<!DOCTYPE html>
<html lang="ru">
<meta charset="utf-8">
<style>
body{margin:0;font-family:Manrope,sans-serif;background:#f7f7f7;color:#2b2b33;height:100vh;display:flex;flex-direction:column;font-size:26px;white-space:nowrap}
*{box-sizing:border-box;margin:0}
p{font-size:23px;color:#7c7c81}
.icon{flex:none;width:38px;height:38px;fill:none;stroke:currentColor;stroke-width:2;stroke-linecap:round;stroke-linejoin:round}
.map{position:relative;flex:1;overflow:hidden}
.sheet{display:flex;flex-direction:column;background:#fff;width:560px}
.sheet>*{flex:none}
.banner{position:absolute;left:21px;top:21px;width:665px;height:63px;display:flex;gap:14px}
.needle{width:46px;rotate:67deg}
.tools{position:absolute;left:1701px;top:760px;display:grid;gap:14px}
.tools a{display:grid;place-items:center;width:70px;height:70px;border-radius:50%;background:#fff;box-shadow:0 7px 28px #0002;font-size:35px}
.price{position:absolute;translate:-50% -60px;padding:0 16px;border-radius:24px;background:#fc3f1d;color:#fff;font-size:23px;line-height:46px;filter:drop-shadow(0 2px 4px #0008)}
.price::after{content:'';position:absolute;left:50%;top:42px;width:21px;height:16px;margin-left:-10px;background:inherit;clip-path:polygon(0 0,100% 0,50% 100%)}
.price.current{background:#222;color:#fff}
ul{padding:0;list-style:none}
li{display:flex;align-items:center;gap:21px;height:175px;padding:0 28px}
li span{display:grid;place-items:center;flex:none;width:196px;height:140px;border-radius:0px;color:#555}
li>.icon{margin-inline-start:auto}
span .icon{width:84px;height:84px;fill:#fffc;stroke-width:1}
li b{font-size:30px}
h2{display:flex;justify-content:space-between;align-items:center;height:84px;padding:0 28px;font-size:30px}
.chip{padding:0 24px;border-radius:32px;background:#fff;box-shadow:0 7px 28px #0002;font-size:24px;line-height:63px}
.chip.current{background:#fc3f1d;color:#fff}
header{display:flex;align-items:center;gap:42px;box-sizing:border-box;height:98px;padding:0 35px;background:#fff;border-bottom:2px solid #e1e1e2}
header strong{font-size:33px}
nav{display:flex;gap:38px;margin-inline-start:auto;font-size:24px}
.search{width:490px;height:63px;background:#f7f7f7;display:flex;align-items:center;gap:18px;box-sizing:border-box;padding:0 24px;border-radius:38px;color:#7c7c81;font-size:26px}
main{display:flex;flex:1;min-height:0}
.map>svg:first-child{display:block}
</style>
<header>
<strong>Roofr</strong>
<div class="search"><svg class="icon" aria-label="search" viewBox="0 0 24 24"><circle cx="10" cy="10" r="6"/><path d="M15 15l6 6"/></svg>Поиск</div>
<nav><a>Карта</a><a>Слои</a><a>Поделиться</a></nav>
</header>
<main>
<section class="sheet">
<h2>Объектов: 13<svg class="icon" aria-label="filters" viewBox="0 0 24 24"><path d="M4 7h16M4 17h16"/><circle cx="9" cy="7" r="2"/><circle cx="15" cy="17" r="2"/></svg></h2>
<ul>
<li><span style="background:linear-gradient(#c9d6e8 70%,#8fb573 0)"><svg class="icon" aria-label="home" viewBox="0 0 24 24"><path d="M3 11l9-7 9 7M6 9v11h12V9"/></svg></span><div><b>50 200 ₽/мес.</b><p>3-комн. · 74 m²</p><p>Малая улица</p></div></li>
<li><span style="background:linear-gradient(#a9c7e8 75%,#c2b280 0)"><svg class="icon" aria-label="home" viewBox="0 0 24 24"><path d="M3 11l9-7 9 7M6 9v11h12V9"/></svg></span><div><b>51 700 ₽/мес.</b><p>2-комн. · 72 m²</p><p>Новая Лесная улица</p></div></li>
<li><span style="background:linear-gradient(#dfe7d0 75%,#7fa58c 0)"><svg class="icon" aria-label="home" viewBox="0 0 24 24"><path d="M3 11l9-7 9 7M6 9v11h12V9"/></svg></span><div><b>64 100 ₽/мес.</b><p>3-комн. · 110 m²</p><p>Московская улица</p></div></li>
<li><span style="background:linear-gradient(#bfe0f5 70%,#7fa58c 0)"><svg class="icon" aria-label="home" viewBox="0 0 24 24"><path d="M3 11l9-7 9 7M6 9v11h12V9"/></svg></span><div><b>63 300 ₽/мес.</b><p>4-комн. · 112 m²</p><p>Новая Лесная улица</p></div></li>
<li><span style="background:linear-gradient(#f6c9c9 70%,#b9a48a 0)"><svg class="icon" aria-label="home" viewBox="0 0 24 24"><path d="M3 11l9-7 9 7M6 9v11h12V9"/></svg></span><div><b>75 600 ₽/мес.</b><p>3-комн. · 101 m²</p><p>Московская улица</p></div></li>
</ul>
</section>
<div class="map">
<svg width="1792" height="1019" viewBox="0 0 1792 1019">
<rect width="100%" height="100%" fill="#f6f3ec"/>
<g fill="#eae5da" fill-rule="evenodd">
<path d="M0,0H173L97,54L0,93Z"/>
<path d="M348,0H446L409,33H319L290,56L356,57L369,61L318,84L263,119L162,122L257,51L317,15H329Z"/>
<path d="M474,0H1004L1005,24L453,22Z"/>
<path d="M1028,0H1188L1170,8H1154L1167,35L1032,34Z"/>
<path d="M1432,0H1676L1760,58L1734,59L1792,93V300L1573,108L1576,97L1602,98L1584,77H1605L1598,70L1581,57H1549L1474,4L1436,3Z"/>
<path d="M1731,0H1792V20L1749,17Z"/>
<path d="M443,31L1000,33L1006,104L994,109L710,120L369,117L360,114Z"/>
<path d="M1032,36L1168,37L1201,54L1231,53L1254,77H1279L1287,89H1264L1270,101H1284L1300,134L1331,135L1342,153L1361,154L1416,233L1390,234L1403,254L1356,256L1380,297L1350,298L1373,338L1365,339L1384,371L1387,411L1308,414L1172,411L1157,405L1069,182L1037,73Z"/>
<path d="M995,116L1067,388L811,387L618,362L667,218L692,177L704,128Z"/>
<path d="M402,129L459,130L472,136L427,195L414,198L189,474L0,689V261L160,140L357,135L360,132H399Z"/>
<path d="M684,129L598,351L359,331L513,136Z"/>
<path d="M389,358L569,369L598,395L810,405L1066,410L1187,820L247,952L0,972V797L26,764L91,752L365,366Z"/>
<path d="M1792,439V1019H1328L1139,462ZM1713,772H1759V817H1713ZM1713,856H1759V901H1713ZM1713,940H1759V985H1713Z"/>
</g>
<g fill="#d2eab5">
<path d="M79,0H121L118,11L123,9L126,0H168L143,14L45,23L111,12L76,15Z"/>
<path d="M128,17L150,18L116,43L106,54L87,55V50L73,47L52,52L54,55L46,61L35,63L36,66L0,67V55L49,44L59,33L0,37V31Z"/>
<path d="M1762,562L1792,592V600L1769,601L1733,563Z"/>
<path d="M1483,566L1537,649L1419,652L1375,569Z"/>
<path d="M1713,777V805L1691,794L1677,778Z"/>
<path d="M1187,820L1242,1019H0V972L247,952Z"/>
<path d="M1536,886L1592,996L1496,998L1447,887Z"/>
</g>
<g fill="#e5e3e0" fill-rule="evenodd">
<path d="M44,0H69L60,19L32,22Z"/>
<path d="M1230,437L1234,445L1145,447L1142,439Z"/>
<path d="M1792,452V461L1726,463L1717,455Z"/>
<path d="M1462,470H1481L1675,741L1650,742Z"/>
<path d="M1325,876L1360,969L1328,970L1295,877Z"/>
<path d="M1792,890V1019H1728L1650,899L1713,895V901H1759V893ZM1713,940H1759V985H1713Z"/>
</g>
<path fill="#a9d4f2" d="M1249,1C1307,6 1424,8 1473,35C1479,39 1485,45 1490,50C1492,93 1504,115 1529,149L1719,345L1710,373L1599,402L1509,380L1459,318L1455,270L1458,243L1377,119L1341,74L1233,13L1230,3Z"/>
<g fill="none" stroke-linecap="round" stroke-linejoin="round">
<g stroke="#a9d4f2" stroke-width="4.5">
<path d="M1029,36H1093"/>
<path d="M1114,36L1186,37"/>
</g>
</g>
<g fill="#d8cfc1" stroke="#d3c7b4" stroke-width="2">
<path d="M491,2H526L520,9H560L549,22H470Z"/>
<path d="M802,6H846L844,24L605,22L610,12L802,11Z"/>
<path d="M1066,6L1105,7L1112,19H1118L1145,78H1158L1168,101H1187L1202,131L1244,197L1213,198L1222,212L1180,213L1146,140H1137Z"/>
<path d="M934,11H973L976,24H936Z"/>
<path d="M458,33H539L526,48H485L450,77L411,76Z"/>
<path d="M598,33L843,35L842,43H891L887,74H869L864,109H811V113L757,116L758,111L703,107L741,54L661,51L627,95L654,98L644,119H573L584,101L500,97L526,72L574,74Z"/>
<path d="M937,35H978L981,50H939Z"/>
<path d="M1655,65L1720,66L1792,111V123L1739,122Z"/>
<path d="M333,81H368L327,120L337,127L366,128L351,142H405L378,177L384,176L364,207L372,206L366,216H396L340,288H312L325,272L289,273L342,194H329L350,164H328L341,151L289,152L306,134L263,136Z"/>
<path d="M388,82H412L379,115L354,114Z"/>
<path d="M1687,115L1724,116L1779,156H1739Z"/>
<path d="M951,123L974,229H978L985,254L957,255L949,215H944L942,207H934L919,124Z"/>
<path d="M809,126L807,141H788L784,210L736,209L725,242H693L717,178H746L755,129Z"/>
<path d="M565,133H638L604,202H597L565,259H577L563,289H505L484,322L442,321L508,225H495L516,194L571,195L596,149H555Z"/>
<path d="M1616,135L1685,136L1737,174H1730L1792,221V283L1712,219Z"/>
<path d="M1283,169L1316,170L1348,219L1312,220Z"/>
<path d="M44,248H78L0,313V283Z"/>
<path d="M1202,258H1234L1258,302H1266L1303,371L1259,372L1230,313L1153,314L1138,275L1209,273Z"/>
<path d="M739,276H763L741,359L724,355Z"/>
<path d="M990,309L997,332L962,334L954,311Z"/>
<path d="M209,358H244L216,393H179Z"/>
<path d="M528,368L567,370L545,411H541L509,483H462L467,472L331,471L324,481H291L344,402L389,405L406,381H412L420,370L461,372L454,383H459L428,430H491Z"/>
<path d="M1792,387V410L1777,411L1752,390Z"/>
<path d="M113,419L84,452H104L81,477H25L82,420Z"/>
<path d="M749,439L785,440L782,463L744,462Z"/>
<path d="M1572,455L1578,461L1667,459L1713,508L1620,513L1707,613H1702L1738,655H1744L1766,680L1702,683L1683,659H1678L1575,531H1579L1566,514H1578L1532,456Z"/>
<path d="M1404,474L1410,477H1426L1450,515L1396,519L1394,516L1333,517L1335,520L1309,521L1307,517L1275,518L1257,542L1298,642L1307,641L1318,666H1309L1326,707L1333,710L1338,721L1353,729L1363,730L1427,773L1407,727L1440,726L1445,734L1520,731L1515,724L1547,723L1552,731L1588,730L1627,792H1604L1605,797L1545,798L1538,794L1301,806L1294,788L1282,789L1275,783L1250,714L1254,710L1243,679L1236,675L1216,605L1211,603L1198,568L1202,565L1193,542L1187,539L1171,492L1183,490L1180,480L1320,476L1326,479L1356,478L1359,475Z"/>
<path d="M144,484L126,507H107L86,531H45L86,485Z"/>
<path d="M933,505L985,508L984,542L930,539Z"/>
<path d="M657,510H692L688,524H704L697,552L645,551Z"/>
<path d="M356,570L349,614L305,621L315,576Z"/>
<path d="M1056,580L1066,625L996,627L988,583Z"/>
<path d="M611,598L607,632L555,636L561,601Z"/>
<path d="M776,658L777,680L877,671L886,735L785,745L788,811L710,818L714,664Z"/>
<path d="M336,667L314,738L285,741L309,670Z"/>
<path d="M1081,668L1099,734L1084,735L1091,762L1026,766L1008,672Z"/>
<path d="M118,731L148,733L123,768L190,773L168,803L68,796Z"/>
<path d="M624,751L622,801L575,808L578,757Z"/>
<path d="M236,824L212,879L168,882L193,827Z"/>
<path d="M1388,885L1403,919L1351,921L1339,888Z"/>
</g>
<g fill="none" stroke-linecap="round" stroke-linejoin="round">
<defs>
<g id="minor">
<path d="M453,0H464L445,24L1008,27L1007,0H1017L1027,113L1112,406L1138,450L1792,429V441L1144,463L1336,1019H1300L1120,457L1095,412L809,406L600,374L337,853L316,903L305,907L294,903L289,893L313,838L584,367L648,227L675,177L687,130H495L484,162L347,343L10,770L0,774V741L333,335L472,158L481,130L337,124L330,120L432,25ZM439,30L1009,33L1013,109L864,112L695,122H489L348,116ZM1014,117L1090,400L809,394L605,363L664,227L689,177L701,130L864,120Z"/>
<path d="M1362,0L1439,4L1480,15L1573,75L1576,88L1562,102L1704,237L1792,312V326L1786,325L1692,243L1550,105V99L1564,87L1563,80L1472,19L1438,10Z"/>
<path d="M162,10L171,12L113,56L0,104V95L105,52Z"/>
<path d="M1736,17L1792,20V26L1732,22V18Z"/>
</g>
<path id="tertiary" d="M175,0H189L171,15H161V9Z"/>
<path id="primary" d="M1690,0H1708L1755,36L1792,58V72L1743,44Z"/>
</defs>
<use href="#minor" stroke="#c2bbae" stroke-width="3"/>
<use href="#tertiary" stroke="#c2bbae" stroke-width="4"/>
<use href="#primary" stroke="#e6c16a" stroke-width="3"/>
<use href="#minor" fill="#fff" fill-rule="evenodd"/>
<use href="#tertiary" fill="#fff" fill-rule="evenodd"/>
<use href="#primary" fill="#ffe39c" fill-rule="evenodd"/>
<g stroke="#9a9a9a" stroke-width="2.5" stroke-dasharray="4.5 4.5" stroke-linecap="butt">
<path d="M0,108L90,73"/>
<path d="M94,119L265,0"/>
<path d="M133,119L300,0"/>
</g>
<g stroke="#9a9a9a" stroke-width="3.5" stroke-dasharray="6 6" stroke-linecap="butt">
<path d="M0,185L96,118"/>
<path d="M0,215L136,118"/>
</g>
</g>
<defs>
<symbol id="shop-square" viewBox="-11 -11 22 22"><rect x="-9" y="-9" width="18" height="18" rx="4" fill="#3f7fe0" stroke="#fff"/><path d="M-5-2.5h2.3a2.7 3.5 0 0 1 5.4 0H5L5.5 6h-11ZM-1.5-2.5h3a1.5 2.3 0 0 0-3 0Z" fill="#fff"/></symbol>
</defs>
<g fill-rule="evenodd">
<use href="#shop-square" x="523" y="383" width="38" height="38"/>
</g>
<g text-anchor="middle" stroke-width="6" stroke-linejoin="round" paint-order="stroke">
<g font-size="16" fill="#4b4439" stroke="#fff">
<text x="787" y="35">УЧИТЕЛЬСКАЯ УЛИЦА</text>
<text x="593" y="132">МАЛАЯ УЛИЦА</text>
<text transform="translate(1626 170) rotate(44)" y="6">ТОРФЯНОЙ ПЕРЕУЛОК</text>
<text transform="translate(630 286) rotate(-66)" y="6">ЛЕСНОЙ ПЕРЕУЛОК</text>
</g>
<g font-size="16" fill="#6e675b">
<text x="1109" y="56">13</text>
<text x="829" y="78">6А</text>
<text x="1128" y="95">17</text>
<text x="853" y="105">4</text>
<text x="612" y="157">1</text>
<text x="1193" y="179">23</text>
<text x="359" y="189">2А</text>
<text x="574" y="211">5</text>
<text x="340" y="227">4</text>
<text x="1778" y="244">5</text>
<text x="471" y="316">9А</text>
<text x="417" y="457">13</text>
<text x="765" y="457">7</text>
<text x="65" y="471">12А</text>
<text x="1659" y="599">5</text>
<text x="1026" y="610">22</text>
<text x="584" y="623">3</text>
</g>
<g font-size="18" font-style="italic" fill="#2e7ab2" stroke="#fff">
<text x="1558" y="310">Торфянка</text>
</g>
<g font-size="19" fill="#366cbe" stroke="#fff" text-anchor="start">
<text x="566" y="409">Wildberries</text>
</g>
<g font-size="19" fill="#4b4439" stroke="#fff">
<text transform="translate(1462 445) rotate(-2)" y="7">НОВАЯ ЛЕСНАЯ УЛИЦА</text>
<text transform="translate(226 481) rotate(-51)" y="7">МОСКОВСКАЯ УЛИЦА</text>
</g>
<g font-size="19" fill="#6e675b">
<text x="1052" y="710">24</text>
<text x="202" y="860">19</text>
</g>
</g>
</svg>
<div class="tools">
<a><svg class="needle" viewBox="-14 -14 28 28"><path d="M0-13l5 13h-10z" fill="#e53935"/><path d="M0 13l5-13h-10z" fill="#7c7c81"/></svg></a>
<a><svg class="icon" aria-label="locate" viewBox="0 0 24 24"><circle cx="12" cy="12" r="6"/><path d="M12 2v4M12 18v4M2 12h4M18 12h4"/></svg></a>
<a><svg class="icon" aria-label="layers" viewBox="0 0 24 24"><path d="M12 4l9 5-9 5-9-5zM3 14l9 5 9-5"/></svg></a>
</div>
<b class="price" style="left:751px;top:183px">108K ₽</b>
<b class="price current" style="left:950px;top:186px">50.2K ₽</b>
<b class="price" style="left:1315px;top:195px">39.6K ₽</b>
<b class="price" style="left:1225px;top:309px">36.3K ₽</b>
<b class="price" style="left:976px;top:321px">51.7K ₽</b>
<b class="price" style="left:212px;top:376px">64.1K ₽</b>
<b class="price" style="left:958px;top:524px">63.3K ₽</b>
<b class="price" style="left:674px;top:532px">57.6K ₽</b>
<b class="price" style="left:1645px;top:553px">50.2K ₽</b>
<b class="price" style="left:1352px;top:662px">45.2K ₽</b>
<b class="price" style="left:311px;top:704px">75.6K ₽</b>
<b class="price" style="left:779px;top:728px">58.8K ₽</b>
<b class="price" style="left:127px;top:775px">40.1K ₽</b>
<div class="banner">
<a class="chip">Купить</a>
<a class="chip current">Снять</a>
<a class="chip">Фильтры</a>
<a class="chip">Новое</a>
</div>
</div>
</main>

TASK GOAL
Return all lines of the material above in which the word "position" occurs.

THE ANSWER
.map{position:relative;flex:1;overflow:hidden}
.banner{position:absolute;left:21px;top:21px;width:665px;height:63px;display:flex;gap:14px}
.tools{position:absolute;left:1701px;top:760px;display:grid;gap:14px}
.price{position:absolute;translate:-50% -60px;padding:0 16px;border-radius:24px;background:#fc3f1d;color:#fff;font-size:23px;line-height:46px;filter:drop-shadow(0 2px 4px #0008)}
.price::after{content:'';position:absolute;left:50%;top:42px;width:21px;height:16px;margin-left:-10px;background:inherit;clip-path:polygon(0 0,100% 0,50% 100%)}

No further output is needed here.